12-year-old Grace Bedell of New York wrote a letter to Republican presidential nominee Abraham Lincoln in 1860 encouraging him to grow a beard. Behold:
- Dear Sir
- My father has just home from the fair and brought home your picture and Mr. Hamlin’s. I am a little girl only 11 years old, but want you should be President of the United States very much so I hope you wont think me very bold to write to such a great man as you are. Have you any little girls about as large as I am if so give them my love and tell her to write to me if you cannot answer this letter. I have yet got four brothers and part of them will vote for you any way and if you let your whiskers grow I will try and get the rest of them to vote for you you would look a great deal better for your face is so thin. All the ladies like whiskers and they would tease their husbands to vote for you and then you would be President. My father is going to vote for you and if I was a man I would vote for you to [sic] but I will try to get every one to vote for you that I can I think that rail fence around your picture makes it look very pretty I have got a little baby sister she is nine weeks old and is just as cunning as can be. When you direct your letter direct to Grace Bedell Westfield Chautauqua County New York.

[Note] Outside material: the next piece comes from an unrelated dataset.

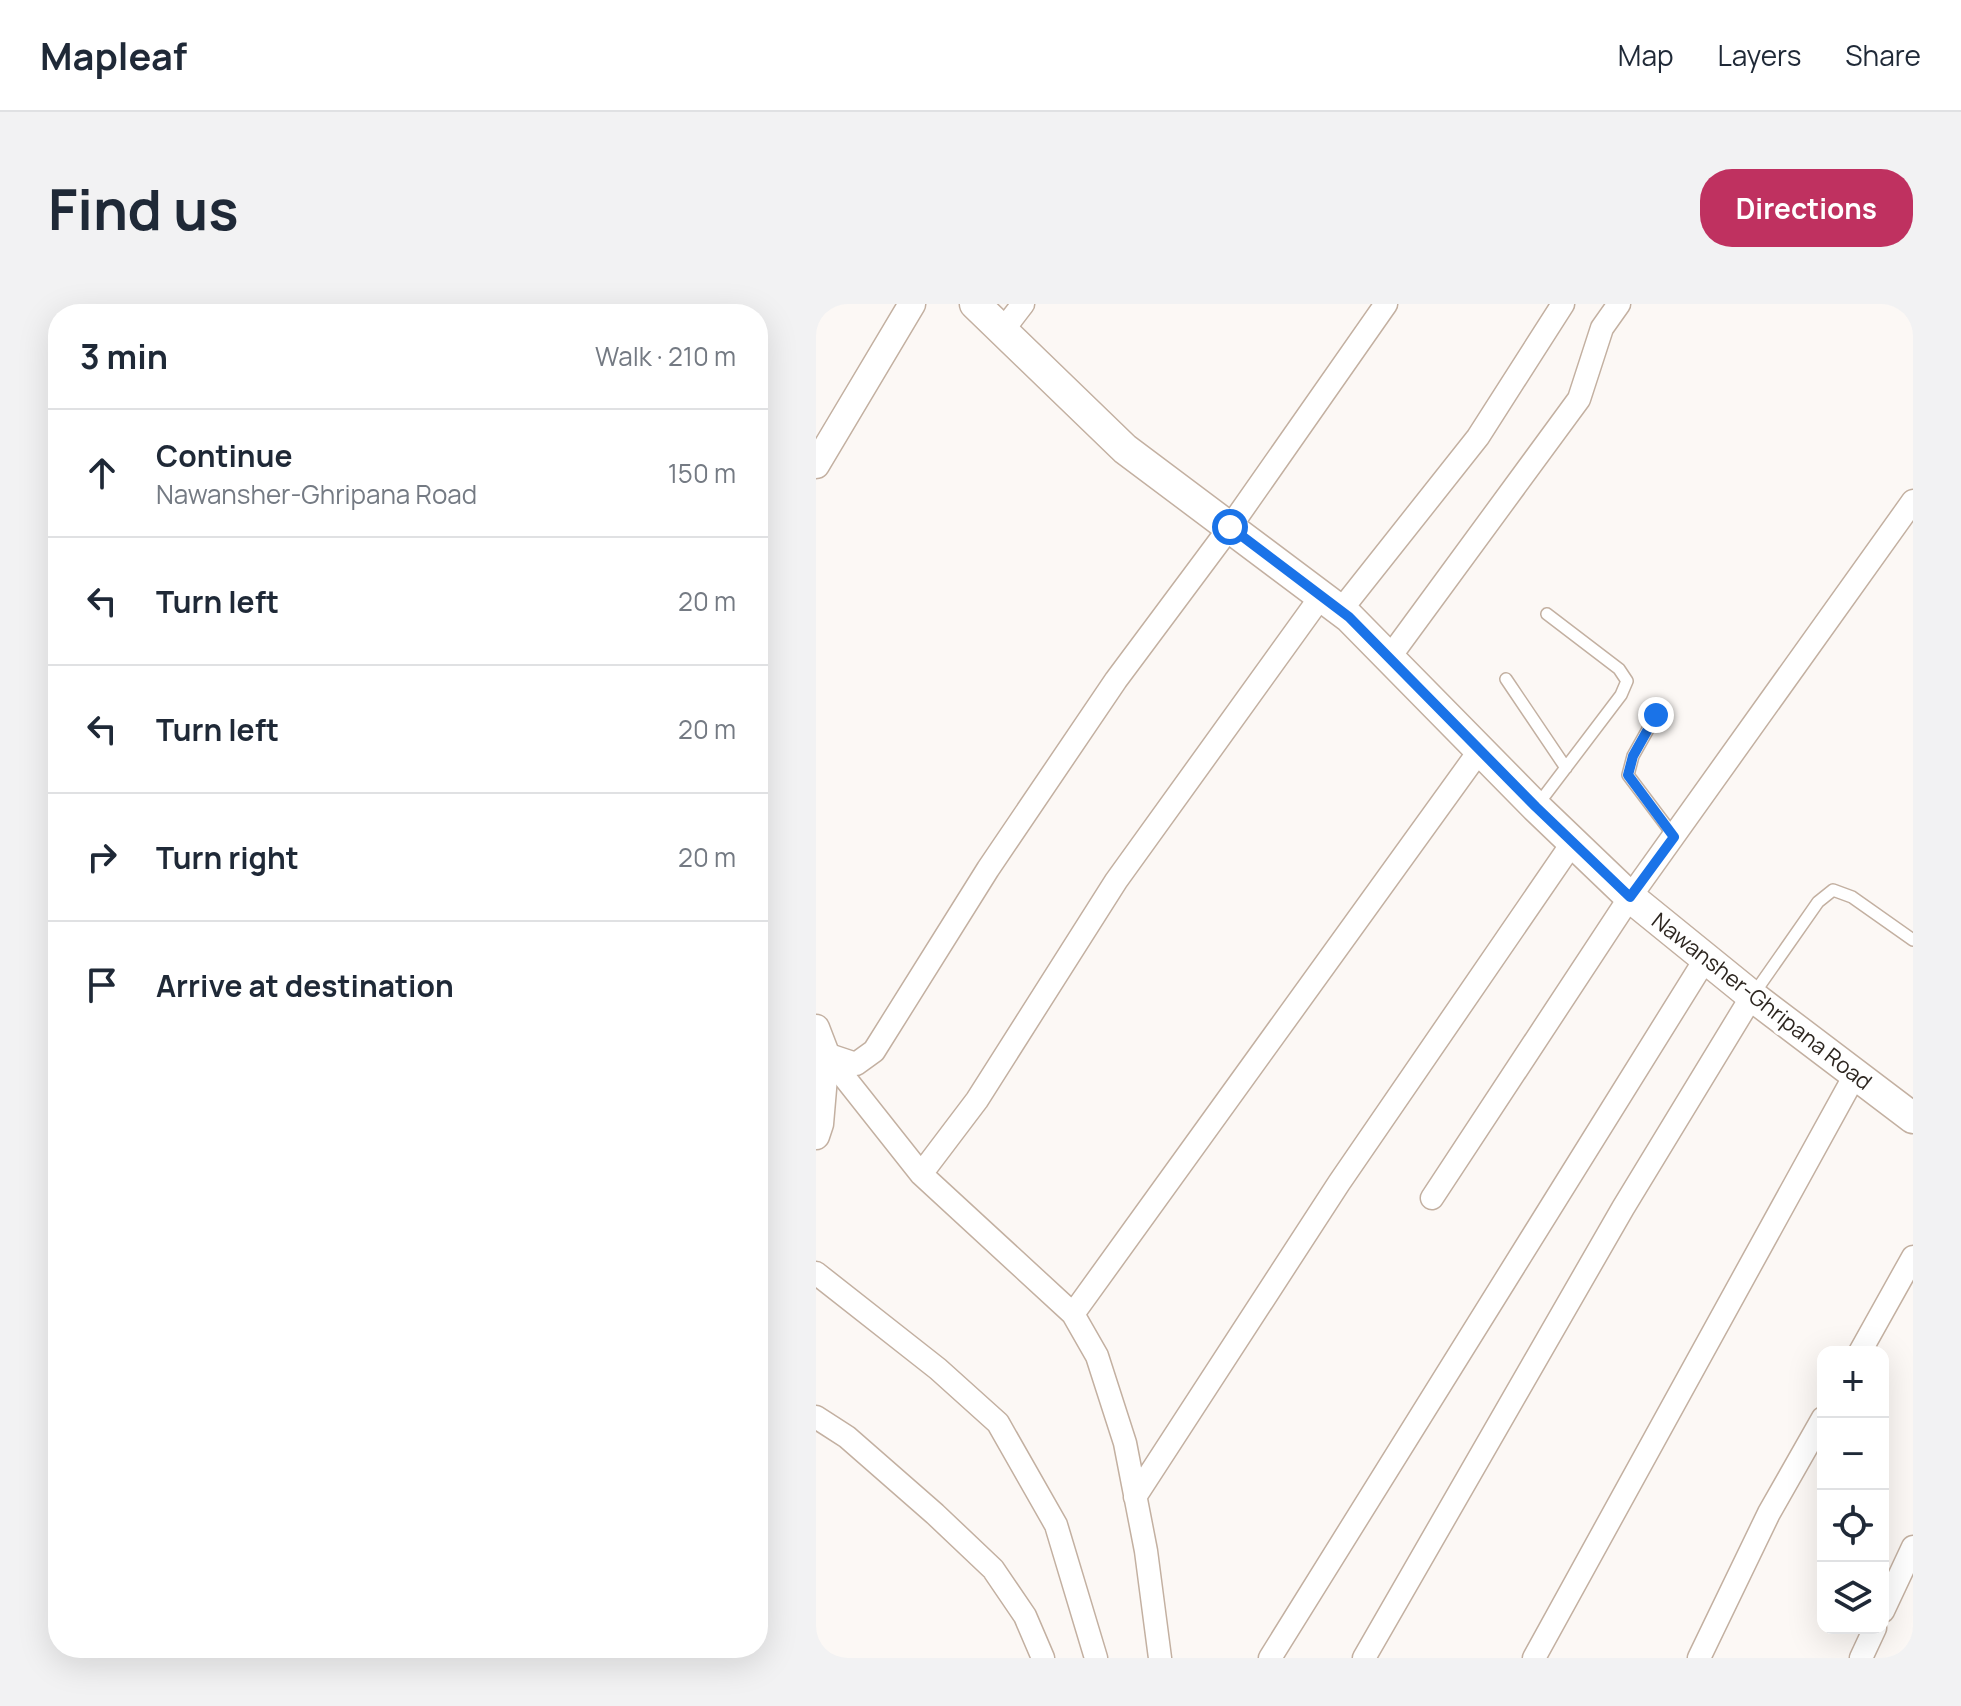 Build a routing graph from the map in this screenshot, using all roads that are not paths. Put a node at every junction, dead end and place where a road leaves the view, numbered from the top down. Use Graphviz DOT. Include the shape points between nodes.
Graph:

- I must not write any more answer this letter right off Good bye
- Grace Bedell
And so Lincoln, making no promises when he actually took the time to write back, was sporting a full beard within a month. This means Lincoln was the first U.S. president to sport a beard in an official presidential portrait – and the first of five consecutive presidents to also sport a beard (way to ruin the “streak,” Chester A. Arthur – those mutton chops don’t count). The only presidents to sport mustaches (without accompanying beards) in their presidential portraits were Chester Arthur, Grover Cleveland, Teddy Roosevelt and William Howard Taft. Benjamin Harrison is the most recent president to have worn a beard in a presidential portrait, and Donald Trump is the only president to have a comb-over in a presidential portrait.